In the foregoing two chapters, we have mainly focused on wave-dominated coastal systems. These coastal systems with well developed beaches are typically shaped by waves and wave-generated currents. The moderate to high wave energy (see Sect. 4.3.1) overwhelms any tidal energy present, for which reason these coasts are called wave-dominated. The shoreline in wave-dominated environments is characterised by elongated sediment (mainly sand) bodies. These include spits (Ch. 8), alongshore bars (Ch. 7) and beaches. Besides straight coastlines, whether or not interrupted by breakwaters, groynes, rivers and lagoon entrances, pocket beaches may also fall into the wave- dominated category.
So far we have only encountered tidal influence in deeper water outside the surf zone, around long structures and at low wave-energy coastlines. In general, tidal conditions dominate where wave energy is relatively low. The word ‘relative’ is crucial here, since it is the relative influence of waves and tides that determines the morphology (Fig. 4.13). Tide-dominated environments may occur due to restricted fetch or where incident wave energy is trapped or reflected. Such environments include tidal basins.
As discussed in Ch. 2, tidal basins are the result of breakthroughs and flooding of low- lying areas due to the global rise of the post-glacial sea-level. Processes contributing to basin formation include tectonic subsidence, fluvial erosion and glacial action. Bottom subsidence of the coastal plains due to human interferences (peat-harvesting, impoldering, water, oil and gas extraction) can be an additional cause for the creation of tidal basins. Besides through breaks and flooding, basins can also evolve due to the formation of barriers enclosing a body of water.

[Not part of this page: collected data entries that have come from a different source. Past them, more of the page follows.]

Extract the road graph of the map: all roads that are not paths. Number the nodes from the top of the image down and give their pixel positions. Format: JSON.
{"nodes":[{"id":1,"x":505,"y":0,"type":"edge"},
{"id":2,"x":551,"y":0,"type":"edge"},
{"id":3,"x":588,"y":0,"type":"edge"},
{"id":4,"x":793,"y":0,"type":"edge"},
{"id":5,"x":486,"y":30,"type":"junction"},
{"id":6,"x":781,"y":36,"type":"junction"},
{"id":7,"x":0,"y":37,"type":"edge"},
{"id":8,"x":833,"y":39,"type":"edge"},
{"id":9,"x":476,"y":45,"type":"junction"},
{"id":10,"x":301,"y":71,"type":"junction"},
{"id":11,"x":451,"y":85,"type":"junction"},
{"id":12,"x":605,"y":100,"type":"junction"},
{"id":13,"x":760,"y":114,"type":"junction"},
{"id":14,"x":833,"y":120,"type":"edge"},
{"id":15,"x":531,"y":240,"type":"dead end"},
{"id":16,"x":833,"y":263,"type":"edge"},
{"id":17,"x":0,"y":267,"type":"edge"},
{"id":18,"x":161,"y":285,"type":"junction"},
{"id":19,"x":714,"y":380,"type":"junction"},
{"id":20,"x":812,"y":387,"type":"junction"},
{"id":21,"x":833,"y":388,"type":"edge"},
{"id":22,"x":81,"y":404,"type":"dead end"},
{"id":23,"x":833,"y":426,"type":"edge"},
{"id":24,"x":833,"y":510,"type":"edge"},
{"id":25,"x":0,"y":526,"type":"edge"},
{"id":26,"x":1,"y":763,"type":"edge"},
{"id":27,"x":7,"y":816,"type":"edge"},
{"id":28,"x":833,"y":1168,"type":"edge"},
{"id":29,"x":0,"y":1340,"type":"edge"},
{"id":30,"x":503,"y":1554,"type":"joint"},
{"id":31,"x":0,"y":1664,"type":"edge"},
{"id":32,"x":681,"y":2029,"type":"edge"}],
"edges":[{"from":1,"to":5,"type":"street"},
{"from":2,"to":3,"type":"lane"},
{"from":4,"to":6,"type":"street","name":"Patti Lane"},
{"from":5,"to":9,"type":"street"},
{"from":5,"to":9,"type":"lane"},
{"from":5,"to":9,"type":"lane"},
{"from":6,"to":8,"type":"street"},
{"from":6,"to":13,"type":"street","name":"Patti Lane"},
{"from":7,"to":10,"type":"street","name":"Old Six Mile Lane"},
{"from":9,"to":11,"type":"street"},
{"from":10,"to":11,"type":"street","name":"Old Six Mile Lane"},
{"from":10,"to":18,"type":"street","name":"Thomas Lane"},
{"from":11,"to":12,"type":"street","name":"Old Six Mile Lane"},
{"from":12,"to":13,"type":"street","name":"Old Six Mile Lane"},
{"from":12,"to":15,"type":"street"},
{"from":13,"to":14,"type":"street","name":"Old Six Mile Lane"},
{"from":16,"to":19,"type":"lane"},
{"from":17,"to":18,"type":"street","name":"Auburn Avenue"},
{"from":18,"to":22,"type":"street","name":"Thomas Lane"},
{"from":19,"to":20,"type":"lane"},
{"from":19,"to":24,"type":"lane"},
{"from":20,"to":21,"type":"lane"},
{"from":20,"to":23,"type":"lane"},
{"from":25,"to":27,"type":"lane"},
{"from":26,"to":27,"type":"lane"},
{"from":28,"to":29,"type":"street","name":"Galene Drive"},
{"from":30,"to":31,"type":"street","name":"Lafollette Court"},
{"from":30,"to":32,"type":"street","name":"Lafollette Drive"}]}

A few examples of tidal basins are: Chesapeake Bay, San Francisco Bay, Waddenzee and Baie d’Arcachon. All of these were created by flooding of low-lying coastal plains on coasts with a strong tidal energy and with little sediment discharge from rivers. The emphasis in this chapter is on physical insight and predictions about changes, which are expected to occur on the scale of the tidal basin itself. This does not only concern changes in water motion, but also changes in the physical structure of the basin, i.e. the morphology. Relevant practical questions are amongst others:
- What is the response of a tidal basin to sea-level rise (does the basin floor follow the sea-level rise by sedimentation)?
- What are the consequences of dredging for navigation or sand extraction (does sedimentation increase)?
- What is the effect of a dike or breaching of a beach barrier (does a new tidal basin form)?
- What are the impacts of land reclamation (does the inlet close, does sedimentation or erosion occur)?
- How do basin changes influence the adjacent coast (will the adjacent coast erode or accrete)?
The answers to a few of these practical questions are discussed in the final section of this chapter, Sect. 9.8, where the knowledge acquired in the preceding sections is applied. We start this chapter with a treatment of general basin and inlet types (Sect. 9.2) and a description of the main morphological units of tidal inlet systems (Sect. 9.3). The subsequent three sections focus on the three important morphological units, viz. the ebb-tidal delta (Sect. 9.4), the entrance or inlet channel (Sect. 9.5) and the inner basin (Sect. 9.6). Besides relevant processes, these sections discuss how the stability of these morphological units can be described with empirical relations relating the geometric properties to hydraulic boundary conditions. In Sect. 9.7 the mechanisms responsible for net sediment import into and export from basins are dealt with.